Problem statement ▸ Lines with the word "Castelo" in them are the ones to copy from the records.

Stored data
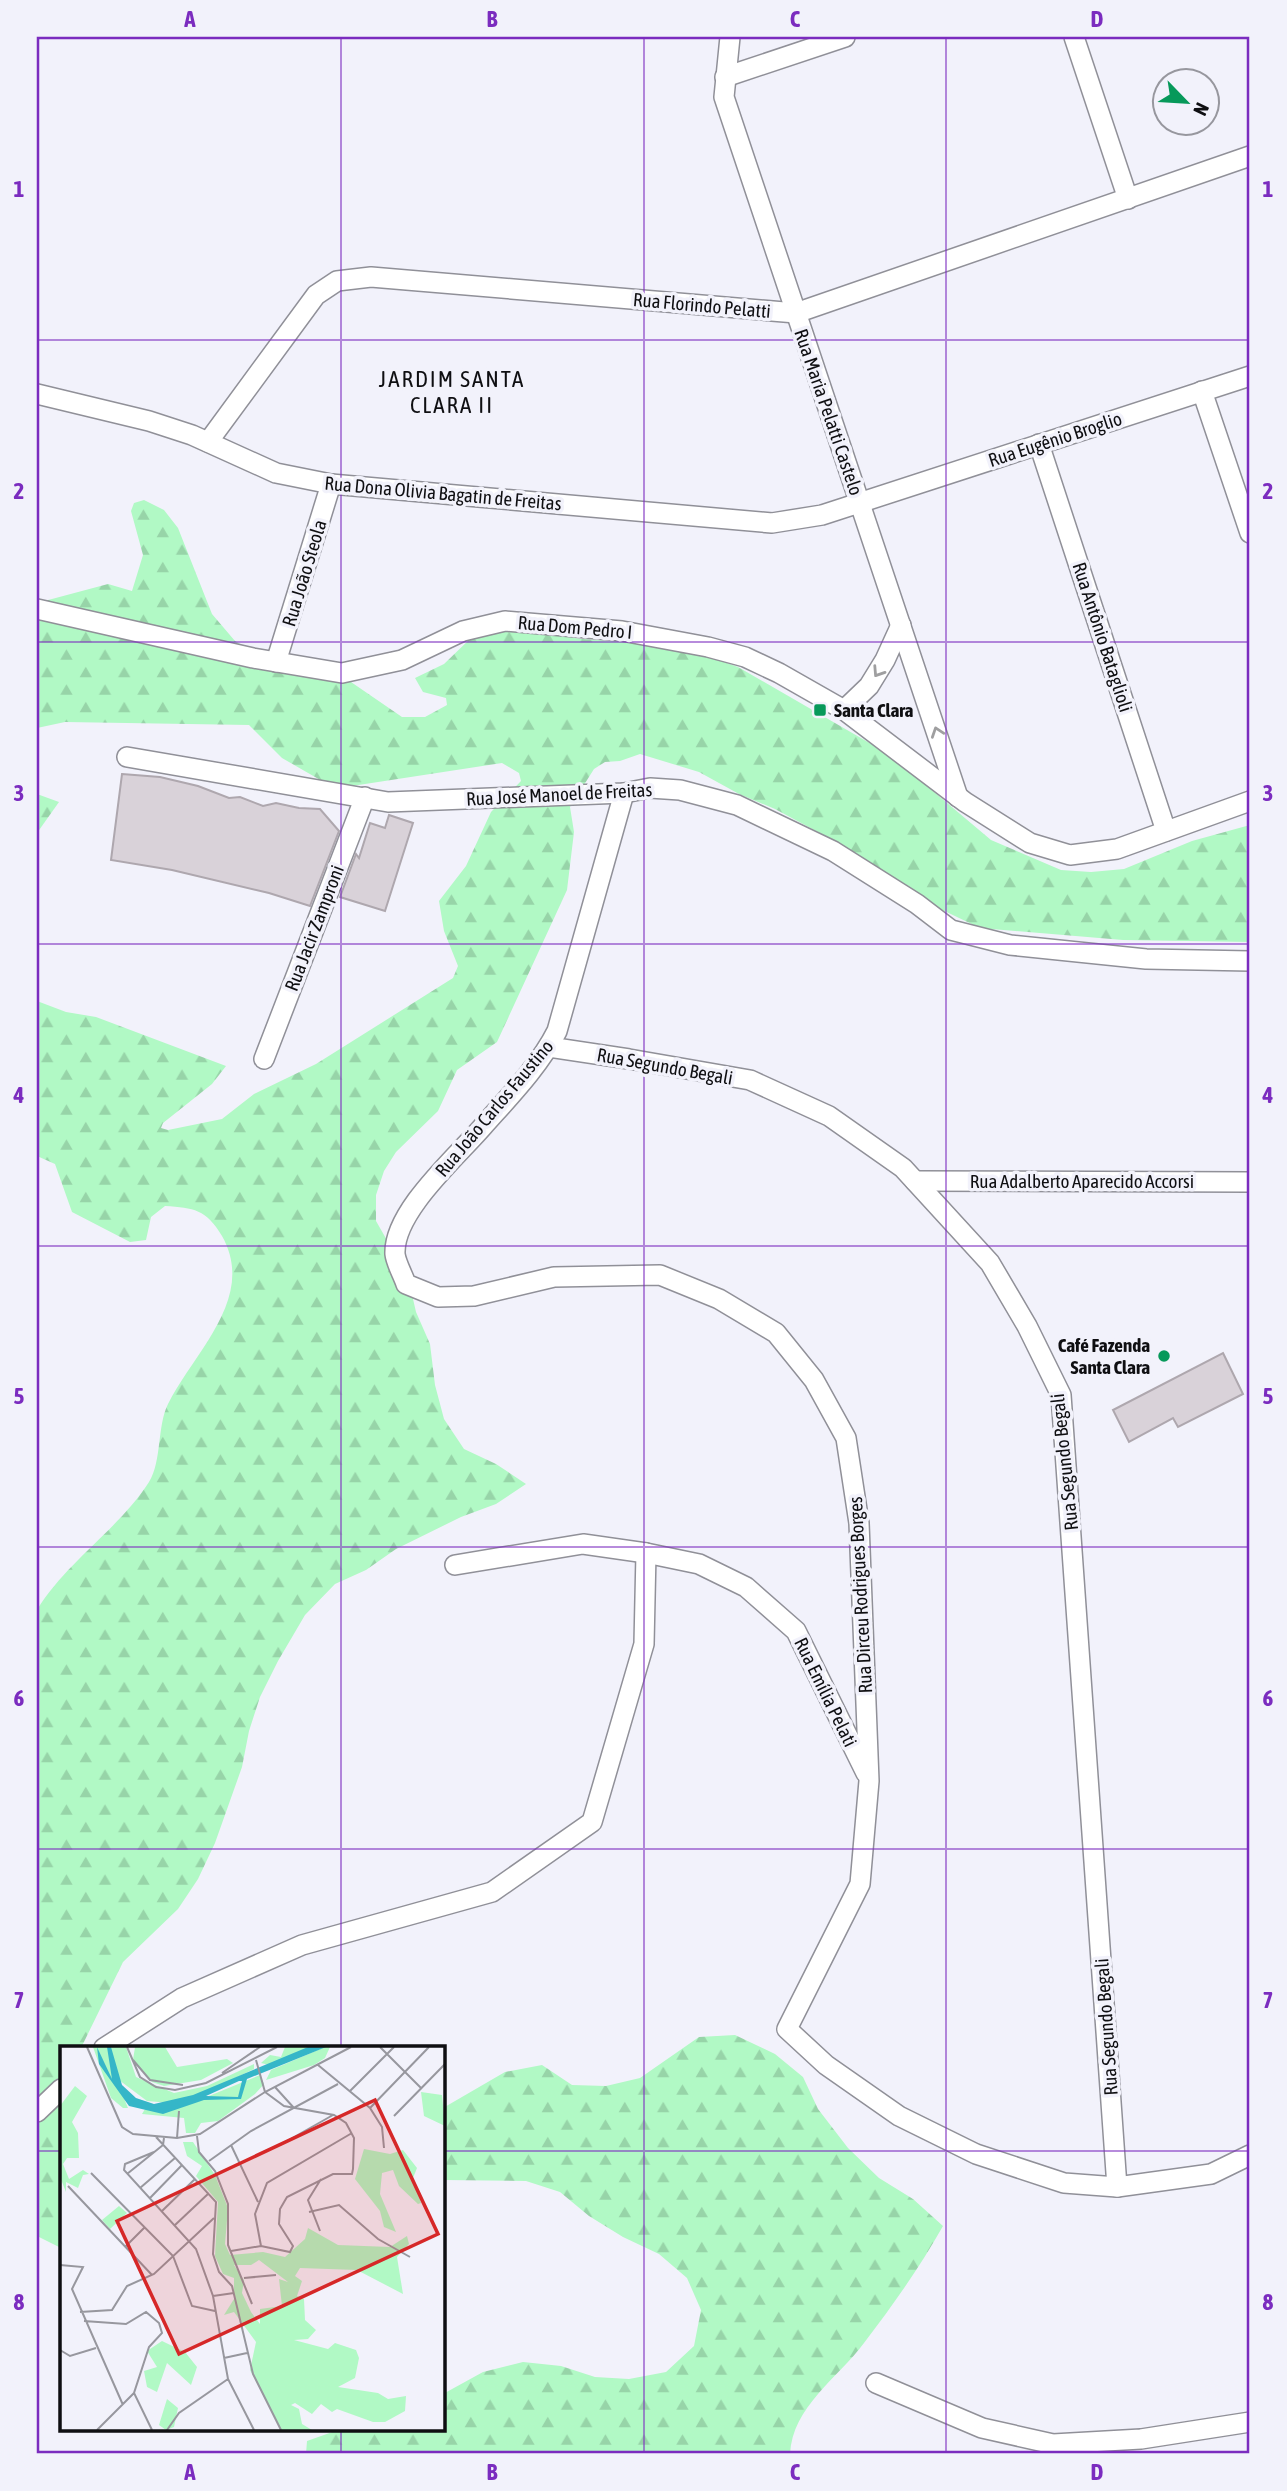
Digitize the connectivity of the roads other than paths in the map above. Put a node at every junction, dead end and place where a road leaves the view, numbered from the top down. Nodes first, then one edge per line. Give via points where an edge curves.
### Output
1 (730, 37) edge
2 (845, 37) edge
3 (1074, 37) edge
4 (725, 77) junction
5 (1250, 156) edge
6 (1128, 200) junction
7 (796, 313) junction
8 (1250, 376) edge
9 (1202, 391) junction
10 (37, 394) edge
11 (208, 442) junction
12 (1039, 444) junction
13 (331, 484) junction
14 (859, 503) junction
15 (1250, 533) edge
16 (37, 609) edge
17 (901, 625) junction
18 (276, 662) junction
19 (844, 710) junction
20 (127, 757) dead end
21 (624, 793) junction
22 (365, 797) junction
23 (958, 797) junction
24 (1250, 801) edge
25 (1166, 831) junction
26 (1250, 961) edge
27 (549, 1047) junction
28 (264, 1059) dead end
29 (915, 1181) junction
30 (1250, 1182) edge
31 (395, 1254) joint
32 (646, 1553) junction
33 (455, 1565) dead end
34 (869, 1781) junction
35 (107, 2046) edge
36 (60, 2090) edge
37 (37, 2112) edge
38 (1250, 2155) edge
39 (1117, 2187) junction
40 (876, 2383) dead end
41 (1248, 2428) edge

1 - 4 street, Rua Maria Pelatti Castelo
2 - 4 street
3 - 6 street
4 - 7 street, Rua Maria Pelatti Castelo via 724,97
5 - 6 street, Rua Florindo Pelatti
6 - 7 street, Rua Florindo Pelatti
7 - 11 street, Rua Florindo Pelatti via 371,277 337,281 316,295
7 - 14 street, Rua Maria Pelatti Castelo
8 - 9 street, Rua Eugênio Broglio
9 - 12 street, Rua Eugênio Broglio
9 - 15 street
10 - 11 street, Rua Dona Olivia Bagatin de Freitas via 149,421
11 - 13 street, Rua Dona Olivia Bagatin de Freitas via 276,473
12 - 14 street, Rua Eugênio Broglio
12 - 25 street, Rua Antônio Bataglioli
13 - 14 street, Rua Dona Olivia Bagatin de Freitas via 772,523
13 - 18 street, Rua João Steola
14 - 17 street, Rua Maria Pelatti Castelo
16 - 18 street, Rua Dom Pedro I
17 -> 19 street via 869,686
23 -> 17 street, Rua Maria Pelatti Castelo
18 - 19 street, Rua Dom Pedro I via 342,673 402,660 463,631 518,622 633,632 708,646 745,657
19 - 23 street, Rua Dom Pedro I
20 - 22 street, Rua José Manoel de Freitas
21 - 22 street, Rua José Manoel de Freitas via 388,802
21 - 26 street, Rua José Manoel de Freitas via 650,788 680,790 737,805 833,851 951,930 1010,945 1146,960
21 - 27 street, Rua João Carlos Faustino
22 - 28 street, Rua Jacir Zamproni
23 - 25 street, Rua Dom Pedro I via 1030,844 1070,855 1117,849
24 - 25 street, Rua Dom Pedro I
27 - 29 street, Rua Segundo Begali via 750,1080 829,1116
27 - 31 street, Rua João Carlos Faustino via 415,1202 400,1226
29 - 30 street, Rua Adalberto Aparecido Accorsi
29 - 39 street, Rua Segundo Begali via 990,1263 1061,1395
31 - 34 street, Rua Dirceu Rodrigues Borges via 406,1284 438,1297 474,1296 554,1277 660,1275 719,1299 776,1333 814,1380 846,1438 859,1523
32 - 33 street, Rua Emília Pelati via 583,1545
32 - 34 street, Rua Emília Pelati via 699,1564 746,1587 796,1631
32 - 35 street via 644,1644 592,1822 492,1892 302,1945 183,1998
34 - 39 street, Rua Dirceu Rodrigues Borges via 860,1884 787,2029 826,2065 900,2116 976,2154 1064,2183
36 - 37 street
38 - 39 street via 1210,2174
40 - 41 street via 982,2428 1053,2444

Your solution ▸
1 - 4 street, Rua Maria Pelatti Castelo
4 - 7 street, Rua Maria Pelatti Castelo via 724,97
7 - 14 street, Rua Maria Pelatti Castelo
14 - 17 street, Rua Maria Pelatti Castelo
23 -> 17 street, Rua Maria Pelatti Castelo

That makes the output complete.